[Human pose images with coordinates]
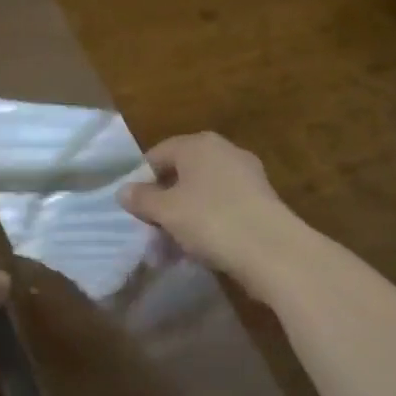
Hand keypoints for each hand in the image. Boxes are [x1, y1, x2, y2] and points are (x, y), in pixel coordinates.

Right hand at [117, 133, 299, 293]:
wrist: (272, 249)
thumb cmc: (210, 220)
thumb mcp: (166, 211)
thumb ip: (142, 199)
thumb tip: (123, 190)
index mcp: (199, 144)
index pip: (158, 154)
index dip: (141, 179)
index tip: (132, 208)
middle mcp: (224, 152)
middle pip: (182, 174)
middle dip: (163, 203)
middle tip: (149, 231)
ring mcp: (247, 176)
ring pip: (202, 194)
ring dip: (184, 218)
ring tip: (171, 249)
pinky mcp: (261, 202)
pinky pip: (223, 209)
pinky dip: (207, 225)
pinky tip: (199, 250)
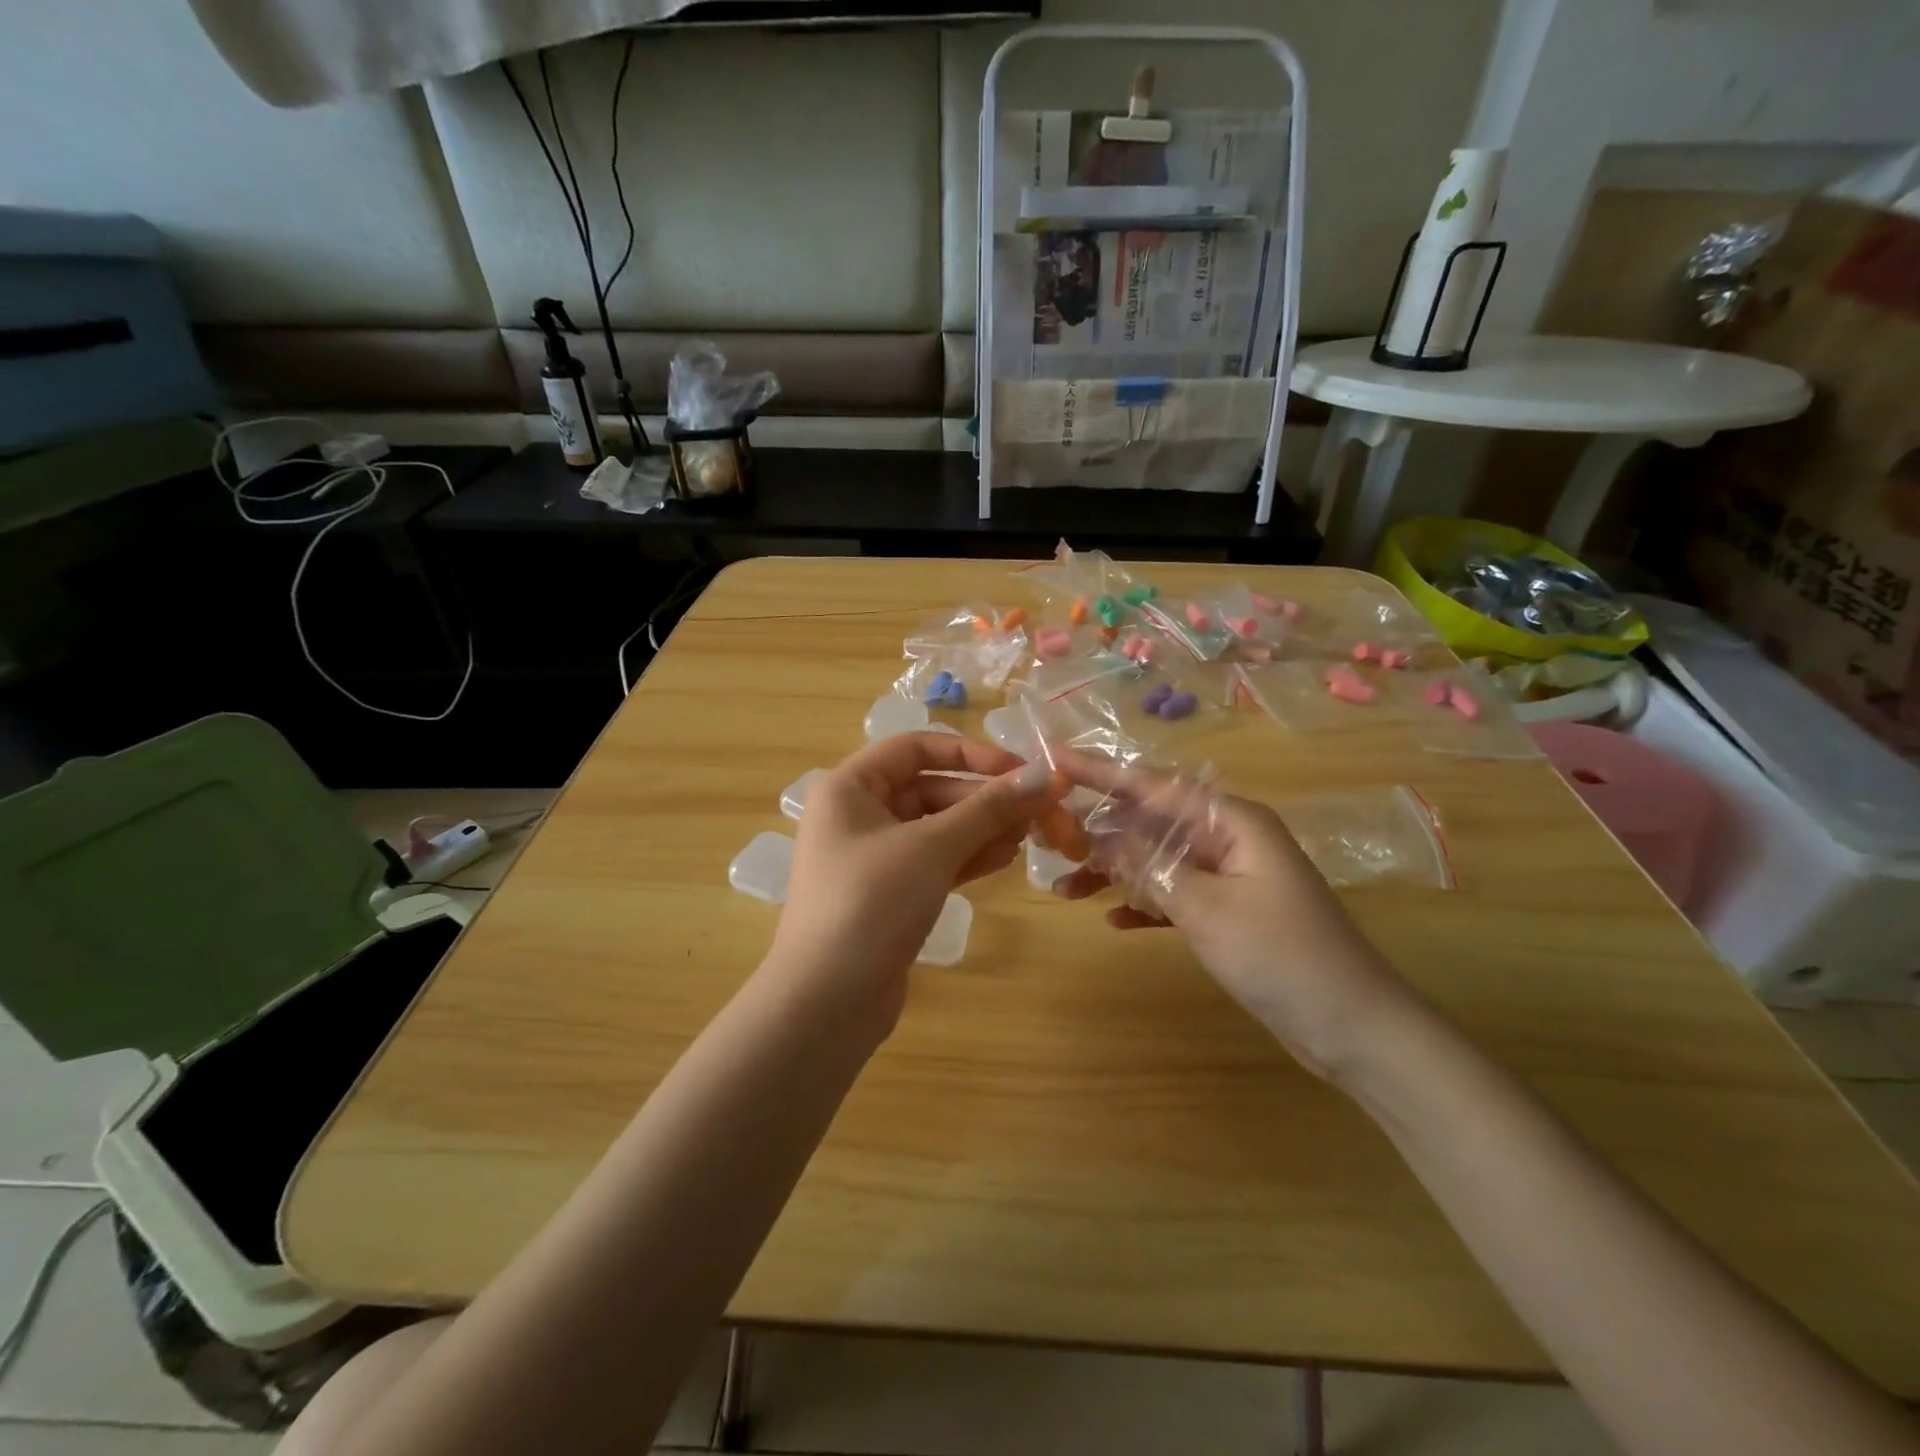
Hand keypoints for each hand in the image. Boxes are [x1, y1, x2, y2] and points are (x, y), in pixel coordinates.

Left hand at [767, 733, 1065, 1029]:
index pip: (916, 747)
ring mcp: (874, 856)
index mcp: (850, 786)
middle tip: (1039, 813)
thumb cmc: (871, 902)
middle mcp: (859, 813)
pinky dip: (968, 857)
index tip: (1020, 771)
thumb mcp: (932, 847)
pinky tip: (1004, 860)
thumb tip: (1043, 776)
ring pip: (938, 827)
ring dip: (983, 829)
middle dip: (985, 800)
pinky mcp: (890, 893)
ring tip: (1028, 839)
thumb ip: (988, 808)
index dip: (970, 753)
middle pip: (932, 788)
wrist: (827, 1002)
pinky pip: (935, 861)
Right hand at [1050, 757, 1420, 1080]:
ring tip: (1065, 887)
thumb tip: (1102, 835)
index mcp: (1232, 822)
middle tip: (1048, 838)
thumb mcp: (1208, 907)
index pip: (1154, 786)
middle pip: (1151, 822)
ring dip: (1115, 873)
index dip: (1101, 773)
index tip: (1055, 761)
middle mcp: (1228, 839)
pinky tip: (1111, 919)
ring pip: (1157, 861)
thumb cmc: (1283, 957)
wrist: (1354, 1029)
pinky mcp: (1228, 912)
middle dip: (1100, 830)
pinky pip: (1173, 895)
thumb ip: (1151, 866)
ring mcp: (1228, 877)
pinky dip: (1143, 904)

[PROBLEM TO WORK ON]
An exact repetition of all the records above is required, excluding the pictures.

[WRITTEN ANSWER]
Hand keypoints for each hand in the image. Boxes are [x1, y1, x2, y2] and points are (x, y), in pixel coordinates.

Right hand at [117, 133, 299, 293]:
wrist: (272, 249)
thumb cmc: (210, 220)
thumb mcp: (166, 211)
thumb ip: (142, 199)
thumb tip: (123, 190)
index mcp: (199, 144)
index pip: (158, 154)
index dip: (141, 179)
index tip: (132, 208)
middle mcp: (224, 152)
middle pip: (182, 174)
middle dip: (163, 203)
middle tip: (149, 231)
ring mcp: (247, 176)
ring pip: (202, 194)
ring dip: (184, 218)
ring tip: (171, 249)
pinky mcp: (261, 202)
pinky pip: (223, 209)
pinky dip: (207, 225)
pinky tip: (199, 250)
Hand keypoints for each hand in the image. Boxes are [x1, y1, x2, y2] and points are (x, y), in pixel coordinates.

Left hand at [767, 733, 1065, 1029]:
index pip: (916, 747)
ring mcp: (874, 856)
index mcp: (850, 786)
middle tip: (1039, 813)
thumb cmc: (871, 902)
middle mcp: (859, 813)
pinky dip: (968, 857)
index tip: (1020, 771)
thumb mcp: (932, 847)
pinky tip: (1004, 860)
thumb tip: (1043, 776)
ring pip: (938, 827)
ring dip: (983, 829)
middle dip: (985, 800)
pinky mcp: (890, 893)
ring tip: (1028, 839)
thumb ip: (988, 808)
index dip: (970, 753)
middle pip: (932, 788)
wrist: (827, 1002)
pinky pip: (935, 861)
Right hand at [1050, 757, 1420, 1080]:
ring tip: (1065, 887)
thumb tip: (1102, 835)
index mcp: (1232, 822)
middle tip: (1048, 838)
thumb mcp: (1208, 907)
index pip: (1154, 786)
middle pip: (1151, 822)
ring dip: (1115, 873)
index dip: (1101, 773)
index tip: (1055, 761)
middle mcp: (1228, 839)
pinky tip: (1111, 919)
ring pip: (1157, 861)
thumb cmc: (1283, 957)
wrist: (1354, 1029)
pinky mcp: (1228, 912)
middle dip: (1100, 830)
pinky pip: (1173, 895)
thumb ip: (1151, 866)
ring mcp: (1228, 877)
pinky dip: (1143, 904)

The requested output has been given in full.